[Start of Attachment]

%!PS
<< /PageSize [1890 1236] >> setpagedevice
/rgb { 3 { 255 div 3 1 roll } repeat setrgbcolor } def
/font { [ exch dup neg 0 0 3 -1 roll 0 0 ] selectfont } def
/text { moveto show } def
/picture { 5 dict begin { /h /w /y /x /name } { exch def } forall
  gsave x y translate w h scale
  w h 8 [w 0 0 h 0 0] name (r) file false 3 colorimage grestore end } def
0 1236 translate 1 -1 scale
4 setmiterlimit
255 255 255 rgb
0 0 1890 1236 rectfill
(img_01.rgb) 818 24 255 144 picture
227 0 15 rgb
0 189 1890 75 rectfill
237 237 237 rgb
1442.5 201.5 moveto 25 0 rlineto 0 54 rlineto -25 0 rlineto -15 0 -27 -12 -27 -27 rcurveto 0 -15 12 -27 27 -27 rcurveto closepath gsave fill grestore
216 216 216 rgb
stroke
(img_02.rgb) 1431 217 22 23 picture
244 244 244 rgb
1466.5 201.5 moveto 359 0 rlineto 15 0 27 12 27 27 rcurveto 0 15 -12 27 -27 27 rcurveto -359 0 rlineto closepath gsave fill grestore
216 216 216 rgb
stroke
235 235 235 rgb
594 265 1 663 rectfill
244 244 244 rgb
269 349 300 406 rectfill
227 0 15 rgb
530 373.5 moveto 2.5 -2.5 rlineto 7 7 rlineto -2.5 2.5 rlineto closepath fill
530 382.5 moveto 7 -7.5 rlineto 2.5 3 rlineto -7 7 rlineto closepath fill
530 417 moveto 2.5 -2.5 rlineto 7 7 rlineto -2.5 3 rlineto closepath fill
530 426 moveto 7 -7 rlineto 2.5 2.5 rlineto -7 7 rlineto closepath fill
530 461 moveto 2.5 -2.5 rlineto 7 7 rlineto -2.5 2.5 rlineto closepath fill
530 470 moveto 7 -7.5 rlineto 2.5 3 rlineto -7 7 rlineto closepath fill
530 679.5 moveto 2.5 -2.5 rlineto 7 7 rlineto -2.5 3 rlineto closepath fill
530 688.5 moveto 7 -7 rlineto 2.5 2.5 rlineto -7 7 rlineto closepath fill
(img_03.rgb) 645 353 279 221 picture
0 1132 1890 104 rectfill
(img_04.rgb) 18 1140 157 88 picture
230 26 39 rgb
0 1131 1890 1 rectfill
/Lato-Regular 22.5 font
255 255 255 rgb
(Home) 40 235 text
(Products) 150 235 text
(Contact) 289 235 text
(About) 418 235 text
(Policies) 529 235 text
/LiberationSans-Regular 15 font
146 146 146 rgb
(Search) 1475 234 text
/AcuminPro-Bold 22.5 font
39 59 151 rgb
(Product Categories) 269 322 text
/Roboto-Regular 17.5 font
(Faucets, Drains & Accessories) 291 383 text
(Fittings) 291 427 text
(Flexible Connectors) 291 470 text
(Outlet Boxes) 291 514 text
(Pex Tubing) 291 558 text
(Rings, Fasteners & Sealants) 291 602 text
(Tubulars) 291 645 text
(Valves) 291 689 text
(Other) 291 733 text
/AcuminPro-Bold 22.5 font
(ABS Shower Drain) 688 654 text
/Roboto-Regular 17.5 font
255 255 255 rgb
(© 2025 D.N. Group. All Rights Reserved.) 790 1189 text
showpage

[End of Attachment]

§ **Exercise description**
Starting from the line containing "530 688.5 moveto", repeat each line through the end of the entries, exactly.

§ **Solution for this task**
530 688.5 moveto 7 -7 rlineto 2.5 2.5 rlineto -7 7 rlineto closepath fill
(img_03.rgb) 645 353 279 221 picture
0 1132 1890 104 rectfill
(img_04.rgb) 18 1140 157 88 picture
230 26 39 rgb
0 1131 1890 1 rectfill
/Lato-Regular 22.5 font
255 255 255 rgb
(Home) 40 235 text
(Products) 150 235 text
(Contact) 289 235 text
(About) 418 235 text
(Policies) 529 235 text
/LiberationSans-Regular 15 font
146 146 146 rgb
(Search) 1475 234 text
/AcuminPro-Bold 22.5 font
39 59 151 rgb
(Product Categories) 269 322 text
/Roboto-Regular 17.5 font
(Faucets, Drains & Accessories) 291 383 text
(Fittings) 291 427 text
(Flexible Connectors) 291 470 text
(Outlet Boxes) 291 514 text
(Pex Tubing) 291 558 text
(Rings, Fasteners & Sealants) 291 602 text
(Tubulars) 291 645 text
(Valves) 291 689 text
(Other) 291 733 text
/AcuminPro-Bold 22.5 font
(ABS Shower Drain) 688 654 text
/Roboto-Regular 17.5 font
255 255 255 rgb
(© 2025 D.N. Group. All Rights Reserved.) 790 1189 text
showpage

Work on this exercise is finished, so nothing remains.